Pick out each line in these entries that contains the string "Rimmarevägen".

(Source data)
....................

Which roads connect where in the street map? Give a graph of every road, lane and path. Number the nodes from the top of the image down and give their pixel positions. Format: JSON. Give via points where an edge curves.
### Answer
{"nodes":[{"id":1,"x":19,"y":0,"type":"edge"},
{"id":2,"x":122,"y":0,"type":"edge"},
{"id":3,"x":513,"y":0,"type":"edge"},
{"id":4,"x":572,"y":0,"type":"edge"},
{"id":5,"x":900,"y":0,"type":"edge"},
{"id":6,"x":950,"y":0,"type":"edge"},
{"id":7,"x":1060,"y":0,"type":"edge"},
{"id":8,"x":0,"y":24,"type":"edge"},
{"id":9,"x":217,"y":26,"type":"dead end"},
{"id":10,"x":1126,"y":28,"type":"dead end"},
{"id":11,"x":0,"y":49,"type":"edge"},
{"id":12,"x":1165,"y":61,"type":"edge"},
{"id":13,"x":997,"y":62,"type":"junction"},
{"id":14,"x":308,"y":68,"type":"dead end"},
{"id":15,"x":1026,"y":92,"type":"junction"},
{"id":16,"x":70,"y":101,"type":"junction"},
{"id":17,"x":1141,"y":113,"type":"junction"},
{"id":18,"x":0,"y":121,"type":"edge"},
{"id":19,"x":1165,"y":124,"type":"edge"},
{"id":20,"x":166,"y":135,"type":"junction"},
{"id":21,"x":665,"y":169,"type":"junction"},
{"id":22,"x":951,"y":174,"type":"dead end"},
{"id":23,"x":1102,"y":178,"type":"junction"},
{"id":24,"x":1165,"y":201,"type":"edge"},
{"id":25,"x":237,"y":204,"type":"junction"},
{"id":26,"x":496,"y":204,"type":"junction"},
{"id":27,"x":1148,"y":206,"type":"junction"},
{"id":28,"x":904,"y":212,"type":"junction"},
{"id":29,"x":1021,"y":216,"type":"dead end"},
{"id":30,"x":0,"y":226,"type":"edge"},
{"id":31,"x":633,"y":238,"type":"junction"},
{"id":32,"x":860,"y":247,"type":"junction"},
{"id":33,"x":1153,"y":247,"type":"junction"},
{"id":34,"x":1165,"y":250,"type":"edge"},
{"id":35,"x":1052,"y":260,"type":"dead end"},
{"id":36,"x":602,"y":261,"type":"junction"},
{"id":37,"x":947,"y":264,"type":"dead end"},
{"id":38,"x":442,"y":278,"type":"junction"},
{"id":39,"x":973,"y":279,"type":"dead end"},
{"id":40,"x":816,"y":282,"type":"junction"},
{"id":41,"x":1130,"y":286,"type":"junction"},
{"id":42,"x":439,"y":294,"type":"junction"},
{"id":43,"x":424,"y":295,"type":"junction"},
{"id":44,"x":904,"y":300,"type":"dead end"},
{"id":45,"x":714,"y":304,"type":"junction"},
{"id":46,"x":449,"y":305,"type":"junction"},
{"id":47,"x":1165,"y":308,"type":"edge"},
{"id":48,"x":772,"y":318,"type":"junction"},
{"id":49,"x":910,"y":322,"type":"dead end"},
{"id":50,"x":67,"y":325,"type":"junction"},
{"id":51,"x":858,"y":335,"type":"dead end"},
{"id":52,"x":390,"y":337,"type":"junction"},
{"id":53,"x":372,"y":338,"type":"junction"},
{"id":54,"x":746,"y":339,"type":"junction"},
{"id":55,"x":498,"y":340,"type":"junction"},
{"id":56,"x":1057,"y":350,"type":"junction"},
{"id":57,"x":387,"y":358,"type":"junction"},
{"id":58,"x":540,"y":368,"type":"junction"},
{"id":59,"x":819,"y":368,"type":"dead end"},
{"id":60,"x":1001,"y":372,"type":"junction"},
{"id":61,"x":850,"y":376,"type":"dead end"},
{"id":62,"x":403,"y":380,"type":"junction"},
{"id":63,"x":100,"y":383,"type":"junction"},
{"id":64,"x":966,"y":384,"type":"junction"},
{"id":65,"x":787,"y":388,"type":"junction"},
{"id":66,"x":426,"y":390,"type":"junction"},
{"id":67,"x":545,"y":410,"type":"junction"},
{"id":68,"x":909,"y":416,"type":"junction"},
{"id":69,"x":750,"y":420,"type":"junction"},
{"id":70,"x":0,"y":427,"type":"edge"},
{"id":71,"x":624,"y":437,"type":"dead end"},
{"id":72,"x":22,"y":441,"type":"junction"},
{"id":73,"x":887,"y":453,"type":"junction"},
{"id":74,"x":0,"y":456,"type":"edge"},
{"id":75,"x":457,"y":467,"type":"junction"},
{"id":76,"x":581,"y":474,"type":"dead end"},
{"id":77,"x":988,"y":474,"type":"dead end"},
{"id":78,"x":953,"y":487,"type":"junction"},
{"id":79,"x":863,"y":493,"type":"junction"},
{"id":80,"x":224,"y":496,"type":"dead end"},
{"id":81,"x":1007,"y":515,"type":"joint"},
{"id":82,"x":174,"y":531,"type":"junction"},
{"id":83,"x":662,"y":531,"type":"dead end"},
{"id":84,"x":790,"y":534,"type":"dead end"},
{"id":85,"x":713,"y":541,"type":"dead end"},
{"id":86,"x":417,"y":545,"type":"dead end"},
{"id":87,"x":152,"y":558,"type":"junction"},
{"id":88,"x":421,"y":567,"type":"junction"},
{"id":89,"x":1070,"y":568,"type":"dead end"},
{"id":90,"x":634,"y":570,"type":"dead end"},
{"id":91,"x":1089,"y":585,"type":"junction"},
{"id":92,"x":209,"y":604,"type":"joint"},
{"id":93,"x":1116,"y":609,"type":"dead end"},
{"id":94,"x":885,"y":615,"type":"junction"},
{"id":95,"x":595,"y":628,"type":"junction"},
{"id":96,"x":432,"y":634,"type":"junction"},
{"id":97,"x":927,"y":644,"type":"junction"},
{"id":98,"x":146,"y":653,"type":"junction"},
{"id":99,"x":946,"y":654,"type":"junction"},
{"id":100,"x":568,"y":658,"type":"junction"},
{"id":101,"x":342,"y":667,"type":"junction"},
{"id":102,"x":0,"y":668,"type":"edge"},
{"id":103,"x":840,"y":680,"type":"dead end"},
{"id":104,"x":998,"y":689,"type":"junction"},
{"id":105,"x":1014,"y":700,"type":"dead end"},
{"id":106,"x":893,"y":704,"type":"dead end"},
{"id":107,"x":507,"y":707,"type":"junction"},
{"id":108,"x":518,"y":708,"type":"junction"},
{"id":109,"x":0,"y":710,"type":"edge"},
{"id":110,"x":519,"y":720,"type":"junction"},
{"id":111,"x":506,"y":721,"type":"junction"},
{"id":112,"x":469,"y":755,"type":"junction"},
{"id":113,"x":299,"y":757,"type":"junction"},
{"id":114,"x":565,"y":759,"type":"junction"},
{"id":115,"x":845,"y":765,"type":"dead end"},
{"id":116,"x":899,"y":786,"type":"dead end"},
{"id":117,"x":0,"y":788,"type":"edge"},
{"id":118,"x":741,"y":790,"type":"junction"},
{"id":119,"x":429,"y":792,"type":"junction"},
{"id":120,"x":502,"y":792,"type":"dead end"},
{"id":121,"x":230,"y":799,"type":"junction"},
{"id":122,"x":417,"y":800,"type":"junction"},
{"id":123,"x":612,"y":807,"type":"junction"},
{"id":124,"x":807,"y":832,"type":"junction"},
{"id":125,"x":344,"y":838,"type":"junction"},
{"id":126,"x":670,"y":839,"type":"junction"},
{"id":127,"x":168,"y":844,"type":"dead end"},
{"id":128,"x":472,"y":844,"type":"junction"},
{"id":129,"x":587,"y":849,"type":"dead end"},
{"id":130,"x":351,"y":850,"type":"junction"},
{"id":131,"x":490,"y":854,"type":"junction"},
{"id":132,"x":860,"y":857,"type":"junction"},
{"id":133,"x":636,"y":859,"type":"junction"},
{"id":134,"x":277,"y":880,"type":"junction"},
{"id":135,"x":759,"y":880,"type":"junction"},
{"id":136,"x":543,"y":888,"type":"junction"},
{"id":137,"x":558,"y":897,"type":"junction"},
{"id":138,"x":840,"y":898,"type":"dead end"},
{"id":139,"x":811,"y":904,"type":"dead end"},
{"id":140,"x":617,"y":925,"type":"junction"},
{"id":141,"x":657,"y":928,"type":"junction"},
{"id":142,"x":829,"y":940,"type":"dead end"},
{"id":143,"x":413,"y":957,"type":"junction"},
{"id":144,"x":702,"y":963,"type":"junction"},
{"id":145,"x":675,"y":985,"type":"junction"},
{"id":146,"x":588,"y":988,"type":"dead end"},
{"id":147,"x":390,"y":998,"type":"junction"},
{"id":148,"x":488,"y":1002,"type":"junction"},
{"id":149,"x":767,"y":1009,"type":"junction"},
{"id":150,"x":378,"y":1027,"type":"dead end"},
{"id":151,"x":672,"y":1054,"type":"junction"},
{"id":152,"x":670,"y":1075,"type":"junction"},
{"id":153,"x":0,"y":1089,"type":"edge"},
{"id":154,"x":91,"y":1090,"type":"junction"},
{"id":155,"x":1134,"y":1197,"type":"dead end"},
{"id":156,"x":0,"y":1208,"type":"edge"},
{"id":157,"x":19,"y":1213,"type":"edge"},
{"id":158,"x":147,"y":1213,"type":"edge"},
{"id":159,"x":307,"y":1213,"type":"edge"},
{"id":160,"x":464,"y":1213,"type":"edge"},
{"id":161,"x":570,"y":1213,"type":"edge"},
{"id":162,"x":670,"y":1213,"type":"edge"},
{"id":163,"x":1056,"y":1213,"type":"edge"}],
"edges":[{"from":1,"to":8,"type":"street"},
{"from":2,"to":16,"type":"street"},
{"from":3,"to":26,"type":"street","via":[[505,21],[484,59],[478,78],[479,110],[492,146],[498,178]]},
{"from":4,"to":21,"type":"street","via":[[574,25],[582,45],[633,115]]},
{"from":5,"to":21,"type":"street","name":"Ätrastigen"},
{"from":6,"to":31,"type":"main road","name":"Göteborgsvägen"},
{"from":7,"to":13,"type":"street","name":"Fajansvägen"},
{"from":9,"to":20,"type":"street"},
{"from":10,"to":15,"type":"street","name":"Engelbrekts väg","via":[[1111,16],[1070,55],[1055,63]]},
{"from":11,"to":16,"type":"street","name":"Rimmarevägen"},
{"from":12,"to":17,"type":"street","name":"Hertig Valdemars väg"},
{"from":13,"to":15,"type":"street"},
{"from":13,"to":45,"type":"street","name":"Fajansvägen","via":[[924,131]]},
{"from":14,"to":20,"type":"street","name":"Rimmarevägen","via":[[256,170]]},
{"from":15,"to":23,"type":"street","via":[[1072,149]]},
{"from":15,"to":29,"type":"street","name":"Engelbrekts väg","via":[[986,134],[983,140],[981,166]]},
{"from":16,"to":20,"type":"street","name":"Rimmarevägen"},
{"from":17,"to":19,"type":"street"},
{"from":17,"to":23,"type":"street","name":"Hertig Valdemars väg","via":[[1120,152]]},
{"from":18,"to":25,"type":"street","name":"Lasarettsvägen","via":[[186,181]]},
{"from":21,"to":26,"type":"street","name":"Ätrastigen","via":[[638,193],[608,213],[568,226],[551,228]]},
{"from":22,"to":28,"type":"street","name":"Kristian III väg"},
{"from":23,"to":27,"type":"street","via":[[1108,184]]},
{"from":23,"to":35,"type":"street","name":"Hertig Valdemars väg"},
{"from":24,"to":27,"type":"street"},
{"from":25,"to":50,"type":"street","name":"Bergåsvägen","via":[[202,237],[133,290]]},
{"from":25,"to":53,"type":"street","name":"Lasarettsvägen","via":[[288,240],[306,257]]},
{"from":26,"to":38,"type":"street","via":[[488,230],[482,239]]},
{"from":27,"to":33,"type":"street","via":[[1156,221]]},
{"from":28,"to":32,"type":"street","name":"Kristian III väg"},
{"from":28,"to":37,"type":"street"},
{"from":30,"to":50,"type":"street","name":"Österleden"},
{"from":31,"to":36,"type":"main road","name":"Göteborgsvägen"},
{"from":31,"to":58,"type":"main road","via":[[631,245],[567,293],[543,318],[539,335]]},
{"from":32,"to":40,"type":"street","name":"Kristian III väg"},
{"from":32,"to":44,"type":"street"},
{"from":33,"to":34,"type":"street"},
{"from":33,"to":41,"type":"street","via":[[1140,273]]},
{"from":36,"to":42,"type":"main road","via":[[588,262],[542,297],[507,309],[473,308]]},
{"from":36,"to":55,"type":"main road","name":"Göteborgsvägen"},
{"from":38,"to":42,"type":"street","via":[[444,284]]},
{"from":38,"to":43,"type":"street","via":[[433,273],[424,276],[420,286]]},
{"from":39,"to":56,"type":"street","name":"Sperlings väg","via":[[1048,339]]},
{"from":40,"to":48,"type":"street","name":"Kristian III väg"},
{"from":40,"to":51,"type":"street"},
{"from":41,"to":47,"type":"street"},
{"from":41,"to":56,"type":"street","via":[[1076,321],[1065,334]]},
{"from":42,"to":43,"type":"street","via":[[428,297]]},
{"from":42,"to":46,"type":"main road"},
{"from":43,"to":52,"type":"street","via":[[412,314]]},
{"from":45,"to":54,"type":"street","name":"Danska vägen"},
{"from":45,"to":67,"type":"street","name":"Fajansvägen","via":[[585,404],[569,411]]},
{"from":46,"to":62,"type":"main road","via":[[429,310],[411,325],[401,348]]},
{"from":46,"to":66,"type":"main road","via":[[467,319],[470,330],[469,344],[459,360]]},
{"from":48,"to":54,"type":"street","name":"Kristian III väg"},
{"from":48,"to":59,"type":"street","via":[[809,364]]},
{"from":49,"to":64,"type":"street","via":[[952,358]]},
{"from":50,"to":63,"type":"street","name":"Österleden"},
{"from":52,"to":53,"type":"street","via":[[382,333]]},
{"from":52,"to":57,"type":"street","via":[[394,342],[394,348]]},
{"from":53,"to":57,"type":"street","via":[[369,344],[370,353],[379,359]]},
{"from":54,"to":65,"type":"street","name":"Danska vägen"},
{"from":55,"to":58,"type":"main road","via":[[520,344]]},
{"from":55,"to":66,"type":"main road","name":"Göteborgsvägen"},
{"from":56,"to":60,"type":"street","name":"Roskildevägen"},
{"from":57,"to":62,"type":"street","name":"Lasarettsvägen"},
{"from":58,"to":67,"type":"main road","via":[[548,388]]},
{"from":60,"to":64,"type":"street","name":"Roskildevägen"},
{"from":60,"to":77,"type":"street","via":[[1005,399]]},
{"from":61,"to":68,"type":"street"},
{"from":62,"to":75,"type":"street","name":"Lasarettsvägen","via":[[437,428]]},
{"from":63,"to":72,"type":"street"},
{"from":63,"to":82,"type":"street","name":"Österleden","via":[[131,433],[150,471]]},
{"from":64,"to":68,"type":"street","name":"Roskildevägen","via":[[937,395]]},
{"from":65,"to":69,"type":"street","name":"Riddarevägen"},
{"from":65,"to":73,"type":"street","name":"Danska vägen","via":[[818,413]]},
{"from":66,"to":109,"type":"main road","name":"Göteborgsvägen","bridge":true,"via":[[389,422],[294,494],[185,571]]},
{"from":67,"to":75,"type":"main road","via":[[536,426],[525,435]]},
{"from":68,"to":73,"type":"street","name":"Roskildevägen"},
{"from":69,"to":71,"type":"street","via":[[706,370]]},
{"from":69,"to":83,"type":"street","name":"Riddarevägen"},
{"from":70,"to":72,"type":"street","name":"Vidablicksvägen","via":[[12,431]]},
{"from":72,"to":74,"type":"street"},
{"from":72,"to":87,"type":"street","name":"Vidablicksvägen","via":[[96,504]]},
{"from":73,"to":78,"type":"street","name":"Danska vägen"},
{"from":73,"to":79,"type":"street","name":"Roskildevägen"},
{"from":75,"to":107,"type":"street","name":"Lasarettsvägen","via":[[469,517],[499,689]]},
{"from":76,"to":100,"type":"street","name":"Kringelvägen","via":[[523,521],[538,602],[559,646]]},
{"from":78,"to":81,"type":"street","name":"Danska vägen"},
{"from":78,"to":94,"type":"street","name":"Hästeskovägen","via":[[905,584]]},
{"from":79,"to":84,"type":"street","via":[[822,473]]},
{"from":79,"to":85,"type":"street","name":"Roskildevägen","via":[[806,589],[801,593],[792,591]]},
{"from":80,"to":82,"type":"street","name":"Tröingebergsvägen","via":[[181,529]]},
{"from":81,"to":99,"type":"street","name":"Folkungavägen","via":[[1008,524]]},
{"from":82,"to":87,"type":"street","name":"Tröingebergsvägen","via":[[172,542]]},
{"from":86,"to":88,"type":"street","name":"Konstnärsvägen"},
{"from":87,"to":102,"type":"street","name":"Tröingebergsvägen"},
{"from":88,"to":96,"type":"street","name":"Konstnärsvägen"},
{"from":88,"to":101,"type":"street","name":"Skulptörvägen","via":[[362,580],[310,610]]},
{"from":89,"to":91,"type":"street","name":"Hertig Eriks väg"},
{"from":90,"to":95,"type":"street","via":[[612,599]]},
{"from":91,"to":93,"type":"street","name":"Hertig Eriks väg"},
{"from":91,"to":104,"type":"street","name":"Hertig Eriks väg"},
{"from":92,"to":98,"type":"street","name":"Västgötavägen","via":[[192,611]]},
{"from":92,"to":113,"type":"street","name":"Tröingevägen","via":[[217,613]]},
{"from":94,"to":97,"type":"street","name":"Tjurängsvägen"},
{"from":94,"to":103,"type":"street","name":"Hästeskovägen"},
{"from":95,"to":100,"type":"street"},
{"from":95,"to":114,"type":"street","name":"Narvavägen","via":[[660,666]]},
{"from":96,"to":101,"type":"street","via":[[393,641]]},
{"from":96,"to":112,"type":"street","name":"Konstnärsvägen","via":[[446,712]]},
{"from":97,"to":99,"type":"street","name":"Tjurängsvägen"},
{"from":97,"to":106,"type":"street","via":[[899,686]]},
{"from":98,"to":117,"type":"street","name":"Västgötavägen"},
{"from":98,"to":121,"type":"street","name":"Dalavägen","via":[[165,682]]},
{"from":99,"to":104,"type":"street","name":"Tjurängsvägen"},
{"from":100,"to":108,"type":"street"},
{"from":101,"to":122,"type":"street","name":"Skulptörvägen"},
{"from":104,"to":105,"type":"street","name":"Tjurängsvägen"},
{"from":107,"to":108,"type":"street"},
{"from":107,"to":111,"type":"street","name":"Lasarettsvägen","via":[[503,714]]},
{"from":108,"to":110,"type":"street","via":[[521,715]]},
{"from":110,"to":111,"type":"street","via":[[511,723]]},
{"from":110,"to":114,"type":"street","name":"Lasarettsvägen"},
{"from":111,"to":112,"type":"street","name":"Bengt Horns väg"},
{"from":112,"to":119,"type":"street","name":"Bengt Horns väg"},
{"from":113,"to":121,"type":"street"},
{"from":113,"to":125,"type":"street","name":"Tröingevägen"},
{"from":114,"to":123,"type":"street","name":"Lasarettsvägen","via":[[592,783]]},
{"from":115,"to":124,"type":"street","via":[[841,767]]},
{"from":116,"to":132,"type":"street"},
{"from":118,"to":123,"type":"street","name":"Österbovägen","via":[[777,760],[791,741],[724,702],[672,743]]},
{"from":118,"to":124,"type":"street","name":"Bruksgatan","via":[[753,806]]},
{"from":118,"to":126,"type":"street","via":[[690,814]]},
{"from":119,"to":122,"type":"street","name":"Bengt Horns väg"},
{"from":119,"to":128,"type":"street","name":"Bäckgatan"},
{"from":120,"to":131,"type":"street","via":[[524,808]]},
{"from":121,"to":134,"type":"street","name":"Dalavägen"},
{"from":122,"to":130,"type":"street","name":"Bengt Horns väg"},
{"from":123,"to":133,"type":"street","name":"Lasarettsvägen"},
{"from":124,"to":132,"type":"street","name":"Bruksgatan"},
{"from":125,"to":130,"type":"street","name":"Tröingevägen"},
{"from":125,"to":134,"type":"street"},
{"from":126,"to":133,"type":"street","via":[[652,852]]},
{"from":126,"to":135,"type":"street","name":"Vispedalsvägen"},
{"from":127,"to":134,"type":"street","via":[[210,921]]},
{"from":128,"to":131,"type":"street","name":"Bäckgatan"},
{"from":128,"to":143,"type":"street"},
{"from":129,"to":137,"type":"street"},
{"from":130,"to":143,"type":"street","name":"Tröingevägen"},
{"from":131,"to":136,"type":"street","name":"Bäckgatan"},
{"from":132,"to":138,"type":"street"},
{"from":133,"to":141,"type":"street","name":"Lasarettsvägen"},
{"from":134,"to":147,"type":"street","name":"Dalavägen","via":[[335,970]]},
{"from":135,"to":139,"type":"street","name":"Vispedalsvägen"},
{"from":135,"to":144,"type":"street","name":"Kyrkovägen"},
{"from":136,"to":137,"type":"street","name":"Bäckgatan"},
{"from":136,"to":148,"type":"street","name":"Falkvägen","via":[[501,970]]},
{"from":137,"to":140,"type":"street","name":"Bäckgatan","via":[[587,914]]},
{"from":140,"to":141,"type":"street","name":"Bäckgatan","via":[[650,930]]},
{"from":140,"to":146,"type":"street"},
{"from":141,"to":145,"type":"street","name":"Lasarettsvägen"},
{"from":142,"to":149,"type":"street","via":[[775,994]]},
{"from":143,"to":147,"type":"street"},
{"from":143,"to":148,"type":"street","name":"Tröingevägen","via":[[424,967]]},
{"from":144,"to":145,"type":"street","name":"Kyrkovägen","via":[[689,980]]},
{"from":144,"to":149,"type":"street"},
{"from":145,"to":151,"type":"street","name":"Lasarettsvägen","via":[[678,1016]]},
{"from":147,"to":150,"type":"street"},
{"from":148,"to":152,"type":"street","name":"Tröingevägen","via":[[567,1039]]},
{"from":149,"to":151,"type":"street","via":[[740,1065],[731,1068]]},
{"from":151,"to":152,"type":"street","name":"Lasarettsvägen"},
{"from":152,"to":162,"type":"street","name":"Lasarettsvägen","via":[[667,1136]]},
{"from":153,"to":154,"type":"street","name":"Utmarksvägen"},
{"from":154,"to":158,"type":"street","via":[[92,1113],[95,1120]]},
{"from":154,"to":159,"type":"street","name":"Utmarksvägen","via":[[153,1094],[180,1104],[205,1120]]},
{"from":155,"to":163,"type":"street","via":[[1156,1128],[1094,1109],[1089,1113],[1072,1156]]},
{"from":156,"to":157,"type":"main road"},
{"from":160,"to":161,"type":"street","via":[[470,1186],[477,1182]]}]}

....................

• _The completed task_:
{"from":11,"to":16,"type":"street","name":"Rimmarevägen"},
{"from":14,"to":20,"type":"street","name":"Rimmarevägen","via":[[256,170]]},
{"from":16,"to":20,"type":"street","name":"Rimmarevägen"},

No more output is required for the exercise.